João Pereira Coutinho, o idiota útil

João Pereira Coutinho quando pretende ser idiota não precisa de se esforçar muito, a coisa flui-lhe naturalmente. Outras vezes é propositadamente idiota com intenção utilitária, de tipo tarefeiro ideológico. É o caso desta crónica que publicou no Correio da Manhã, com o título muito apropriado de “Delírios”.

E porque é que o delirante João Pereira Coutinho é um idiota útil? Porque – ainda que faça uma pergunta pertinente (ou precisamente por causa disso) cuja resposta servirá sempre para levantar dúvidas e não chegar a conclusão alguma – a utiliza para esconder o fulcro das questões e evitar, desse modo, abordá-las.
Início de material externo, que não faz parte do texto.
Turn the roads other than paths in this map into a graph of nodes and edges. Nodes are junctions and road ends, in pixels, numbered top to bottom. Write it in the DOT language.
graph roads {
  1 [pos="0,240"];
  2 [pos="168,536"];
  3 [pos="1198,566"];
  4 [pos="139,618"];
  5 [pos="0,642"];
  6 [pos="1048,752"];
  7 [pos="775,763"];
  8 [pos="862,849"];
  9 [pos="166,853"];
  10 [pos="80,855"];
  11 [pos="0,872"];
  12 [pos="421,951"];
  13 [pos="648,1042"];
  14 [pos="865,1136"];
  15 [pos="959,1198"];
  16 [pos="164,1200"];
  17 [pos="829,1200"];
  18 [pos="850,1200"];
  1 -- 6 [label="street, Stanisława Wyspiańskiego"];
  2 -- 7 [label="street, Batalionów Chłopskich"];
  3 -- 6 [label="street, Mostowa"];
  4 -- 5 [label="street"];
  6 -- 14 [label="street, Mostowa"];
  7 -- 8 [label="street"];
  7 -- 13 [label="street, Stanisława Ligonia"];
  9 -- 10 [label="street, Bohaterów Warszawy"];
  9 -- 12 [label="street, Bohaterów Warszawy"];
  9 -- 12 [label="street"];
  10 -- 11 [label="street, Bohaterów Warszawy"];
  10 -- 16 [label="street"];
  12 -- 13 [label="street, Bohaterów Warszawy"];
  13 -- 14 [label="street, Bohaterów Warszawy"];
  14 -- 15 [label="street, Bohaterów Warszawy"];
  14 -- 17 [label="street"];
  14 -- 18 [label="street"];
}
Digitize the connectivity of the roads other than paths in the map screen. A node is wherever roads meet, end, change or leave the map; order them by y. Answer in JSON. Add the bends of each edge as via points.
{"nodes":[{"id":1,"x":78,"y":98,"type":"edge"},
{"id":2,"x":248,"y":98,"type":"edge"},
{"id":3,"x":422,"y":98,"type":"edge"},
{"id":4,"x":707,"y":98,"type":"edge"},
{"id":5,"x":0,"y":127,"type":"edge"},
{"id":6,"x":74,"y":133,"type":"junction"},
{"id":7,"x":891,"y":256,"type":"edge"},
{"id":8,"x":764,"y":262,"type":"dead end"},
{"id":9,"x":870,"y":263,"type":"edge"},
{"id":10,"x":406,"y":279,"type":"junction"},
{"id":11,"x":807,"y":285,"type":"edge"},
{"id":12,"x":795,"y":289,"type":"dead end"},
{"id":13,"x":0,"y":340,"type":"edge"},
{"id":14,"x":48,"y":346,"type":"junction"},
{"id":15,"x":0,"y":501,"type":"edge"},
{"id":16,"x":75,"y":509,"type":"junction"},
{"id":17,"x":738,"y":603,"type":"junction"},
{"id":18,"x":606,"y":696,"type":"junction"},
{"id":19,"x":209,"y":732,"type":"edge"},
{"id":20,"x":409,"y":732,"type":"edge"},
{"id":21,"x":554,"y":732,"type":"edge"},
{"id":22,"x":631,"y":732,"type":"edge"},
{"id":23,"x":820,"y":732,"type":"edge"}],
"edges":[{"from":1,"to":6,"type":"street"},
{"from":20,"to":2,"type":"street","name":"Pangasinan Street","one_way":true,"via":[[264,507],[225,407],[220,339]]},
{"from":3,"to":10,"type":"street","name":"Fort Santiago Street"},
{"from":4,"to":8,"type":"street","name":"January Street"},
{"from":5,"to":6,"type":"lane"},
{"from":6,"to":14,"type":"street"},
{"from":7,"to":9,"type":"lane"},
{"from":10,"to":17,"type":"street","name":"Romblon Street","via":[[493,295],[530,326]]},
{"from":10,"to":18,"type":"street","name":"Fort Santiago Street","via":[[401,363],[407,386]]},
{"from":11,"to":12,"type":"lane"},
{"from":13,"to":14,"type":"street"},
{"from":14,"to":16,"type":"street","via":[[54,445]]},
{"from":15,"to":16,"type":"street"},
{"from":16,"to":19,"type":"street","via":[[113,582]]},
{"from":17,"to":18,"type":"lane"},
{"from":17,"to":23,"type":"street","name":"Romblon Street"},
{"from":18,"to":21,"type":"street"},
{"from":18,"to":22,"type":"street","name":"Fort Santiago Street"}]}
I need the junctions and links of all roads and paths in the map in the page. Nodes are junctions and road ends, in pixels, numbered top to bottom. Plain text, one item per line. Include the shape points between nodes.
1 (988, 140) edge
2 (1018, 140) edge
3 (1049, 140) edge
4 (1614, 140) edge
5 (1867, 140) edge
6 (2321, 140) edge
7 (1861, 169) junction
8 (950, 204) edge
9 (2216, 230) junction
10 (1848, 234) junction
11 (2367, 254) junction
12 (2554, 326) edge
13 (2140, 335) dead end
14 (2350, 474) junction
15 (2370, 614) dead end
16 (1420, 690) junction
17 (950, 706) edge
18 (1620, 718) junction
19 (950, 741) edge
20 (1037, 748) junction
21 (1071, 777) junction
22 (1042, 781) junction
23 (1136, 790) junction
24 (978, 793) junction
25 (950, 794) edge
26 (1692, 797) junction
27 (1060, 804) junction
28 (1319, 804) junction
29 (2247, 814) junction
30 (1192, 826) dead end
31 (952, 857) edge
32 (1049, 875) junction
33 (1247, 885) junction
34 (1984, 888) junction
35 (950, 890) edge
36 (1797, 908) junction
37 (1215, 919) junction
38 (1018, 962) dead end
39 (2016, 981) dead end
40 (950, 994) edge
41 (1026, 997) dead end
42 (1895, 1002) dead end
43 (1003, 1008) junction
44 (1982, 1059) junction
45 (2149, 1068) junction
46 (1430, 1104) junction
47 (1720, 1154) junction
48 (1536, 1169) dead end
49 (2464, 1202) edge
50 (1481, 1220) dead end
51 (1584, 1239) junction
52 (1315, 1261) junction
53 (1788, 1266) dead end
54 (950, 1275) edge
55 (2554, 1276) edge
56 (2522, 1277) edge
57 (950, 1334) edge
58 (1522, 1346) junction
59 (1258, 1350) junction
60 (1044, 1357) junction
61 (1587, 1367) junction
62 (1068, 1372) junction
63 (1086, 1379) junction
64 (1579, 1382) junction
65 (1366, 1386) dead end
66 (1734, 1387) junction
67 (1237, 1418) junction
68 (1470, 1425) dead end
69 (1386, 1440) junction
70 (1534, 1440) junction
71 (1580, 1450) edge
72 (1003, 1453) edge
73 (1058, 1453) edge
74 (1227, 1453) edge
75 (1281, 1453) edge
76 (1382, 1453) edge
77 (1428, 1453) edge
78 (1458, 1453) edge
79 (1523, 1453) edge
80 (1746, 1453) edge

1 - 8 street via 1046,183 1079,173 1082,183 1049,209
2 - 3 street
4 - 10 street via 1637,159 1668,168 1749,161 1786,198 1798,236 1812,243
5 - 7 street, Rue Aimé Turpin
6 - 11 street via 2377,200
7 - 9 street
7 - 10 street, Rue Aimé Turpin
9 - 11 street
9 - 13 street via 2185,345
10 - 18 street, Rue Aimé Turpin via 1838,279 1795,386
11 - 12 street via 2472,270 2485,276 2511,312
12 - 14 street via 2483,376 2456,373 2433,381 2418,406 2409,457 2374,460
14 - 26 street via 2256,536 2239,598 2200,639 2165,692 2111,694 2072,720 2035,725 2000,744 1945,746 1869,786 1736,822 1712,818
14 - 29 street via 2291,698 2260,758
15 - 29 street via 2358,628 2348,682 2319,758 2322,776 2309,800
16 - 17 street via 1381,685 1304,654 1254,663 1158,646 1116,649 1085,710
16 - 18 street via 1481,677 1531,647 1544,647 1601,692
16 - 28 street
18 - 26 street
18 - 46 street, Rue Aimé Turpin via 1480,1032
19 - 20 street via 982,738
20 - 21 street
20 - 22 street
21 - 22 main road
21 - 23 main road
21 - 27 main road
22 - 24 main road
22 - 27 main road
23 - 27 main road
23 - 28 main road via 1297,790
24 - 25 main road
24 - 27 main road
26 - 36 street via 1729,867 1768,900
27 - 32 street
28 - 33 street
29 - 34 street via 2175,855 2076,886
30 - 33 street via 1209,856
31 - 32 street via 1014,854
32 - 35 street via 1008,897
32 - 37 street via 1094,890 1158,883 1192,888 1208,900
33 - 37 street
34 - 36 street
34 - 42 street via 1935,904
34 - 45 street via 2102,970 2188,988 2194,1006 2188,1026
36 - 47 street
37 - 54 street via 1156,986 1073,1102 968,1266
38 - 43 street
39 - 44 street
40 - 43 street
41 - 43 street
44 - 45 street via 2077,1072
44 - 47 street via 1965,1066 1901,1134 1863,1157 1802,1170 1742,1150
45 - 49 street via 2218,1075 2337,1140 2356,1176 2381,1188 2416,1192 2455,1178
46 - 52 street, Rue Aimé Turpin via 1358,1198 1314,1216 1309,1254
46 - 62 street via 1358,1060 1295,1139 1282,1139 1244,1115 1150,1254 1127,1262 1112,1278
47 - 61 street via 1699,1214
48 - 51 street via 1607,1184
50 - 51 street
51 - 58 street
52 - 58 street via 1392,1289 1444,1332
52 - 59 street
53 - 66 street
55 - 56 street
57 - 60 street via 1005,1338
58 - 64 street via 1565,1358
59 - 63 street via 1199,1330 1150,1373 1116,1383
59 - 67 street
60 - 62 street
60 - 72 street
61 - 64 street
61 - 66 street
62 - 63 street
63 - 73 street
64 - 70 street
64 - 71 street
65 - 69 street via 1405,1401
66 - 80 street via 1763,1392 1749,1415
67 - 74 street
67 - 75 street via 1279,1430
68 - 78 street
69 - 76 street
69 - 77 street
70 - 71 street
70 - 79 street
Ao pretender reduzir a discussão da cimeira Rio + 20 ao aquecimento global antropogénico, João Pereira Coutinho lança uma cortina de fumo sobre aquilo que este tipo de cimeiras deve e deveria realmente debater: a sustentabilidade dos recursos, o aumento populacional, a democratização do consumo à escala global, a redistribuição, a equação energética, a plausibilidade da manutenção de modelos desenvolvimentistas baseados no crescimento constante pelas vias da produção e do consumo, as políticas de cariz ecológico e ambiental (não é por algumas expressões estarem desgastadas  e vilipendiadas que deixaram de significar precisamente o que significam) que o futuro exigirá para que a viabilidade da vida humana no planeta se mantenha em termos conjunturalmente equilibrados.